# Rampage Wallpapers or Pics



## geekpipe (Dec 31, 2006)

Hi

Was looking for anyone who has made or could make some Rampage wallpapers. Anyone have any?

thanks GP


----------



## geekpipe (Dec 31, 2006)

ok made three quick of my own... put them on my site to share with all...if anyone has any please let me know or any wallpapers/icons/avatars etc. I am going to start a mma specific site next month...


http://www.skinz.org/ufc/quinton-rampage-jackson/rampage-wallpapers-1.jpg

http://www.skinz.org/ufc/quinton-rampage-jackson/rampage-wallpapers-2.jpg

http://www.skinz.org/ufc/quinton-rampage-jackson/rampage-wallpapers-3.jpg


thanks GP


----------



## B-Real (Oct 1, 2006)

I don't see you getting much of a response. If you're able to make them, why do you want others to make them? If it's your own site, wouldn't you prefer to say that you did it all? Would you be giving credit to the people that make them, if they make them? You don't have a very high post count. I would want you to post more first (a lot more). I don't know if you have just come to ask for graphics and then to just bugger off. So, mmmm.


----------



## geekpipe (Dec 31, 2006)

well i understand your point. I am always on here just do not post often. Actually first time I did I was called retard and other names lol... but was quickly defended by many other posters. 

I have only been watching mma for about 2 years... after being a fan of the early ufc days when it was getting banned. I think the knowledge here is quite high and sometimes I do not know enough to comment as most threads rely on past understanding rather than just current MMA.

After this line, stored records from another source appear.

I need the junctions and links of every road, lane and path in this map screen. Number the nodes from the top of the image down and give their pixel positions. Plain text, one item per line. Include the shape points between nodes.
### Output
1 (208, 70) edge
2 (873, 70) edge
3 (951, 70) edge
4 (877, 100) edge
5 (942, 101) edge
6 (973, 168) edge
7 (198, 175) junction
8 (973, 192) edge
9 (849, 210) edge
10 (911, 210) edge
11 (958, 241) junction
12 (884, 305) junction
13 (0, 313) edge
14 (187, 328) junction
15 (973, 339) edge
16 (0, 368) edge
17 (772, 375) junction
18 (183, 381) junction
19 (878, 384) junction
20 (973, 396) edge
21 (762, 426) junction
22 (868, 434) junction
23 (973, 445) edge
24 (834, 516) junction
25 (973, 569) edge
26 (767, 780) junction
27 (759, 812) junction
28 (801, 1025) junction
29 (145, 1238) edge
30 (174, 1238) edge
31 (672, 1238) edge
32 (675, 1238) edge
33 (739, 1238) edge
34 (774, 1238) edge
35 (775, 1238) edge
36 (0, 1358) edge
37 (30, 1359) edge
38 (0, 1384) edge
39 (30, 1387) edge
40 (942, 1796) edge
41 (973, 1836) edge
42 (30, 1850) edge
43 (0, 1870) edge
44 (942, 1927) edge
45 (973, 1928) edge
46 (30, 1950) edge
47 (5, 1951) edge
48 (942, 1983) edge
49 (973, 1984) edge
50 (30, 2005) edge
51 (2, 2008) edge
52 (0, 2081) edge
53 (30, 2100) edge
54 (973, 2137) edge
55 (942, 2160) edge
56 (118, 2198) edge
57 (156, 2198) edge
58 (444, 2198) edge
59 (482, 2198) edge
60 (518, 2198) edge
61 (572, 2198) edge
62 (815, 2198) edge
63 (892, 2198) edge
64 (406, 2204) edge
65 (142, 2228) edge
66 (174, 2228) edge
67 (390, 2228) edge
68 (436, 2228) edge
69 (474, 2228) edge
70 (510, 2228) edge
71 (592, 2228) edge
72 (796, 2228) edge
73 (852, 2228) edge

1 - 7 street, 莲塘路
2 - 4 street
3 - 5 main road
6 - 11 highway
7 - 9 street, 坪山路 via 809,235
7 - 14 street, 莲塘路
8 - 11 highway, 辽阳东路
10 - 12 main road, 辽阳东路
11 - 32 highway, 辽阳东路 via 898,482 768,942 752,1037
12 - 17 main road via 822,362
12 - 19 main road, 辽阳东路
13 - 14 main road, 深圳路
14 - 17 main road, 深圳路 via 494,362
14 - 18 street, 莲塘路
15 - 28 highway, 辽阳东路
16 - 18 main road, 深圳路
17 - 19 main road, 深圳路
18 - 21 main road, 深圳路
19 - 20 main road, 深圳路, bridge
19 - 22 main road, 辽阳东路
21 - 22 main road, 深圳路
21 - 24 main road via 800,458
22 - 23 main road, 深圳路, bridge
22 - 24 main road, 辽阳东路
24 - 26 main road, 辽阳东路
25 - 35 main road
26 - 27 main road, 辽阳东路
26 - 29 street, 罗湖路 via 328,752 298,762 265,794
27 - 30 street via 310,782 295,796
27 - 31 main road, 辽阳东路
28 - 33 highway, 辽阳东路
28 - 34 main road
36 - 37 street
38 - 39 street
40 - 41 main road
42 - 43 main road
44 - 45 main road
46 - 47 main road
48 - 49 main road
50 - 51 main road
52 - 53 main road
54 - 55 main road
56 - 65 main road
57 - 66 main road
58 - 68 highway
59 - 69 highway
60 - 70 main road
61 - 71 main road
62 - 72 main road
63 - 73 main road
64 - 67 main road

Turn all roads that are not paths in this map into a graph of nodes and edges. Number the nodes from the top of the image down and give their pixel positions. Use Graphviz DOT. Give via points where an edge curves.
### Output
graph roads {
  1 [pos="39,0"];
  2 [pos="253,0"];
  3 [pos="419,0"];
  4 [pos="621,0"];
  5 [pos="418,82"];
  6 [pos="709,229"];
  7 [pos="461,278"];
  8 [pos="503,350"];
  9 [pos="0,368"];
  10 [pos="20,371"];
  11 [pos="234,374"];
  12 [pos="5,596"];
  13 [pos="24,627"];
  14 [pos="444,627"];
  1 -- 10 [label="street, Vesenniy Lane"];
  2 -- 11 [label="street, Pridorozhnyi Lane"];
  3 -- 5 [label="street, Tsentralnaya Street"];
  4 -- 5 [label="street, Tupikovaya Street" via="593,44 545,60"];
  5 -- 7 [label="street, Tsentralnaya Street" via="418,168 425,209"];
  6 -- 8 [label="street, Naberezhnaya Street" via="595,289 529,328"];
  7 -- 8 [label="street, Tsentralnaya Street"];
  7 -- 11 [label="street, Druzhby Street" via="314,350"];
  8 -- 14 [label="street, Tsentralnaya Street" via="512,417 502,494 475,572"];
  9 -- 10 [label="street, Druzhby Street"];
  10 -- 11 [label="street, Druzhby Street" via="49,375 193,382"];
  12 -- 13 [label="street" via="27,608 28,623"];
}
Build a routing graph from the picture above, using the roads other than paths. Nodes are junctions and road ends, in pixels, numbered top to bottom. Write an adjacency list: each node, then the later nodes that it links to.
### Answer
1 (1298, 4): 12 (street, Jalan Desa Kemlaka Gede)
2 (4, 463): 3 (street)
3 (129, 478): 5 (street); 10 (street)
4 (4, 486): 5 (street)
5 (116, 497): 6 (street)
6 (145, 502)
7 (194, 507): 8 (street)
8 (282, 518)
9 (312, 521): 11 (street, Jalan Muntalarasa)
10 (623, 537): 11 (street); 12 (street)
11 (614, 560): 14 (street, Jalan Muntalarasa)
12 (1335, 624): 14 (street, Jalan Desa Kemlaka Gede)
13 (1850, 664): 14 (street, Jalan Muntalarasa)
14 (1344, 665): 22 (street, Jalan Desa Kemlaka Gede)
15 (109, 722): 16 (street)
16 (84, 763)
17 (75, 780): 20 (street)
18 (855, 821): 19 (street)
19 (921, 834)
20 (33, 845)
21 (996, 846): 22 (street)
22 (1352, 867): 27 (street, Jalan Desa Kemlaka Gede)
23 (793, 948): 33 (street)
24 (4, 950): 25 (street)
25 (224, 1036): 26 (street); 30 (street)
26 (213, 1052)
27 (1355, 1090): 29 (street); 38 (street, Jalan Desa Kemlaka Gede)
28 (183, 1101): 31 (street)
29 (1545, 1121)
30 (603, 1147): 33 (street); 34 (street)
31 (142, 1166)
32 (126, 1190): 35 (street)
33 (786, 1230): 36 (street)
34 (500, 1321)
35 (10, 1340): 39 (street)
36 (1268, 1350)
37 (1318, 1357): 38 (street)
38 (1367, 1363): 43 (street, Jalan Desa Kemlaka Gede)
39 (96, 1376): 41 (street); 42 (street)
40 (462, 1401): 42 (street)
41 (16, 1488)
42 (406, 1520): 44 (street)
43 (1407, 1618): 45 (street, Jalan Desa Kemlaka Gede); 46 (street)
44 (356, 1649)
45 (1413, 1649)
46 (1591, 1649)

Yes the site is mine and I have been running this site for 9 years. How it got built was not on my work but on the submissions of our users so I guess I am just used to asking for postings. Many people do not realize how creative they are...so I kind of try to move it along. I dont care if you make any or take anyone I made... it is all about sharing and in this case about being a MMA fan.

Oh and yes credit is always given. If you want to watermark them or for me to put your name on them..I would be glad. I would even put your URL or forum name.. whatever you want. It is your work that you are sharing...

thanks GP


----------



## B-Real (Oct 1, 2006)

If I make stuff, just credit mmaforum.com or Evil Ash of mmaforum.com

Wallpapers take time and when you haven't got good sized pictures, they don't turn out looking too hot. I can do icons and avatars. They're easy. Just tell me fighters that you want and I can do them. 

You really should try and post on here. Some people don't have too much respect but if they're going to be calling you a retard, they obviously have too much time on their hands and who really cares what they say? Just read others posts, if you agree with somebody, say that. I think it's nice to be told that somebody agrees with what I have said or they like what I have said. It's often good to post what you feel even if people don't agree with it. As long as it isn't racist or ignorant..


----------



## geekpipe (Dec 31, 2006)

wow thanks.. i should follow your advice.

any fighter is great.. of course the popular ones.. randy, karo, diego, etc. Hell I'd even take some tim sylvia ones lol. 

wallpapers arent that hard. the three i made took like 15 minutes in photoshop. and its hard to find rampage pictures! I just add my own touch to them. Even if they suck they are unique. 

My goal is to make a mma art site full of things like wallpapers, screensavers, icons, avatars, etc. all free for the taking and sharing. but i cant do it all  need more people like you. 

thanks!


----------



## brownpimp88 (Jun 22, 2006)

I'll do work for you, as long as I get credit for it.


----------



## geekpipe (Dec 31, 2006)

awesome... you can watermark/tag it as you wish or i can do that for you depending on what you make. I appreciate it!

Im trying to make wallpapers for these fighters:

fedor
rua
arona
liddell
gonzaga
wanderlei

but would love anything (icons, screensavers, banners) and post them on my site with credits..

thanks! GP


----------



## geekpipe (Dec 31, 2006)

*more*

made some cool chuck wallpapers... well i think they are cool...


Chuck Liddell Wallpapers 1

Chuck Liddell Wallpapers 2


would like to hear opinions...

thanks GP


----------



## B-Real (Oct 1, 2006)

Error and error. I know you explained yourself but I would still like to make you stuff in exchange for posts. If I can make them for you, I can make them for anybody. You know?


----------



## geekpipe (Dec 31, 2006)

try now.. was editing the code as I found an error... let me know.

So all u want from me are posts... thats easy. I work about 50 hours a week so no guarantees on consistency.

thanks!


----------



## B-Real (Oct 1, 2006)

Well there isn't really much to say. Your just really using filters, not really using any skills. So there isn't too much to say.

Does your site get many hits? Are people actually asking for avatars and icons? Are they asking for certain fighters? Just there are so many fighters, I don't know who I should make. There are other things I could be doing than sitting here thinking about who I should make. LOL


----------



## geekpipe (Dec 31, 2006)

yea i didnt get to that chapter in my photoshop for dummies book.LOL.. bad joke.

I would like Dan Henderson stuff as he is the only dual weight class winner (same time). Is this possible?

thanks GP


----------



## brownpimp88 (Jun 22, 2006)

The 3d thing is kinda trippy, but then I am guessing it couldn't be to hard. Atleast your trying something different.


----------